I've started to realize lately that there are far too many women staying stagnant in relationships they should've left a long time ago, whether it has been a week, a month, a year, or five years too long. I'm giving this advice because i've been there. More than once. I've said all of the most common lines..
"Maybe things will be better this time."
"Maybe he'll change."
"Maybe he'll start telling the truth now."
"Maybe he'll start to love and appreciate me more."
"Maybe he won't do (insert anything that hurt you) again."
Let me present you with this incredible wake up statement:
You should never have to talk yourself into staying in a relationship.

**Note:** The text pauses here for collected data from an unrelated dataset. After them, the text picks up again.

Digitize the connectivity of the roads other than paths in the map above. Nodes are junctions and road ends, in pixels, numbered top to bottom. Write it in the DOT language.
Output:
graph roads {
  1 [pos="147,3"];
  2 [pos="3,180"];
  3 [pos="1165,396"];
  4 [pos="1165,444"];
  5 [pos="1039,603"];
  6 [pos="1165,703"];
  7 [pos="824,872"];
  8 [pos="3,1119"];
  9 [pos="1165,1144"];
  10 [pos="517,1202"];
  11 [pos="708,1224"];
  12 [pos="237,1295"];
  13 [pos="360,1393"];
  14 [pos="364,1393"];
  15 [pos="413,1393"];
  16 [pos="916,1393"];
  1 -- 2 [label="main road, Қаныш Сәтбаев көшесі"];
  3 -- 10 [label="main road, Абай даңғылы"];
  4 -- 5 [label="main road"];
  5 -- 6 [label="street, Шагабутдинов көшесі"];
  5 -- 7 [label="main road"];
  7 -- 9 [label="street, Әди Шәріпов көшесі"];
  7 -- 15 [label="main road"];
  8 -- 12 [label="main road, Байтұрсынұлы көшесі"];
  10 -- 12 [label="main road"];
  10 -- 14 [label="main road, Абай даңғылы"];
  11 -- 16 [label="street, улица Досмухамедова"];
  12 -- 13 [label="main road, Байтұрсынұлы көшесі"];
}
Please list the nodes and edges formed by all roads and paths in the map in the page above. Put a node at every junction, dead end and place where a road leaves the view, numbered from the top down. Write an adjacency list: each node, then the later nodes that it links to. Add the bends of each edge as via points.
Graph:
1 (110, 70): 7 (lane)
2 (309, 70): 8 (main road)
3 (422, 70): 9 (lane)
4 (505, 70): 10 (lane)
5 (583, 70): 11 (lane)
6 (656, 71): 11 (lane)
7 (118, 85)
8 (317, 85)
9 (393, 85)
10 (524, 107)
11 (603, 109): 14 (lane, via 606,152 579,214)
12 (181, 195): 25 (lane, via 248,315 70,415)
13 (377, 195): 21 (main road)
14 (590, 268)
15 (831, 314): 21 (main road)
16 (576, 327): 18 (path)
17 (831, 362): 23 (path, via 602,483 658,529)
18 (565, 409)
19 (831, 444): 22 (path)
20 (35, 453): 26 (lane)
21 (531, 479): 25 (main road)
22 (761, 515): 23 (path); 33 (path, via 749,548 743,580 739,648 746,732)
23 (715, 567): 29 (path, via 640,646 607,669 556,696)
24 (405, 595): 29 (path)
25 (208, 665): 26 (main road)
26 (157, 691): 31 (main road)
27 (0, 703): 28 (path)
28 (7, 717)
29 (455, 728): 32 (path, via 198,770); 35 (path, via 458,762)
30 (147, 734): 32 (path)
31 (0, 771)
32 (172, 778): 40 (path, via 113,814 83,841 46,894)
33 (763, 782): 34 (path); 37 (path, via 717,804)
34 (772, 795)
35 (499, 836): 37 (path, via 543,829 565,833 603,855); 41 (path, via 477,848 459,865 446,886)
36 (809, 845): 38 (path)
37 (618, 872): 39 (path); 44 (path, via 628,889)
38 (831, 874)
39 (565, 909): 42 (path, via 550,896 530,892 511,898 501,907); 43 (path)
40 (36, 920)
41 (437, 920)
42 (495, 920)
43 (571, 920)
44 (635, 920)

If it's true love, and effort is given equally on both sides, you should stay because you want to.
If the feelings are mutual, the effort should be equal.
The truth is, there is no better time than now to G E T O U T.
Get out while you're upset. Don't wait for him to reel you back into his web of lies again.
Once you make up, the cupcake fairytale phase that comes afterwards is only temporary.
And your relationship is a never ending cycle of ups and downs.. basically a roller coaster ride.
But not an enjoyable one.
Stop talking yourself back into something that no longer serves you or makes you feel loved and wanted.
Stop making excuses for the man that God is showing you isn't right for you.
Stop sacrificing your own happiness.
Stop wasting precious time with the wrong one while the right one is out there praying for a woman like you.
I once had a friend that told me she wasn't happy, but didn't want to leave her long term boyfriend because everyone always told her how lucky she was to have him because he was "sooo hot".
If the only redeeming quality you can come up with for the man you're spending your time and energy on is that he's physically attractive, RUN.
It doesn't matter how many other girls are drooling over your shoulder waiting for him to be available again.
It doesn't matter how attractive a guy is.. some woman, somewhere is tired of his shit.
And that's you.
Even if he's nice to you "sometimes." Even if your family loves him. Even if he buys you nice things.
Even if he tells you he loves you. Even if he apologizes over and over again and his "I'll change, I promise" repeats like a broken record every time he betrays you or your trust. Even if you feel that you need him the way you need oxygen.
And it's time you realize it.
You need to realize that healthy relationships shouldn't require you to abandon your values or happiness to keep them.
When you stumble upon the one that fits you, you'll look back and see how blind you were all along.
Take this example and ponder over it:
When you're shoe shopping, and a shoe doesn't fit, you don't change your foot to fit the shoe.
You change the shoe.
So, ladies, stop bending your feet to fit those shoes that aren't worth it in the first place.
Leave him, and don't look back.
Do it for you. Do it for your happiness.
Cry as hard as you want, but just promise yourself you'll never cry for the same reason again.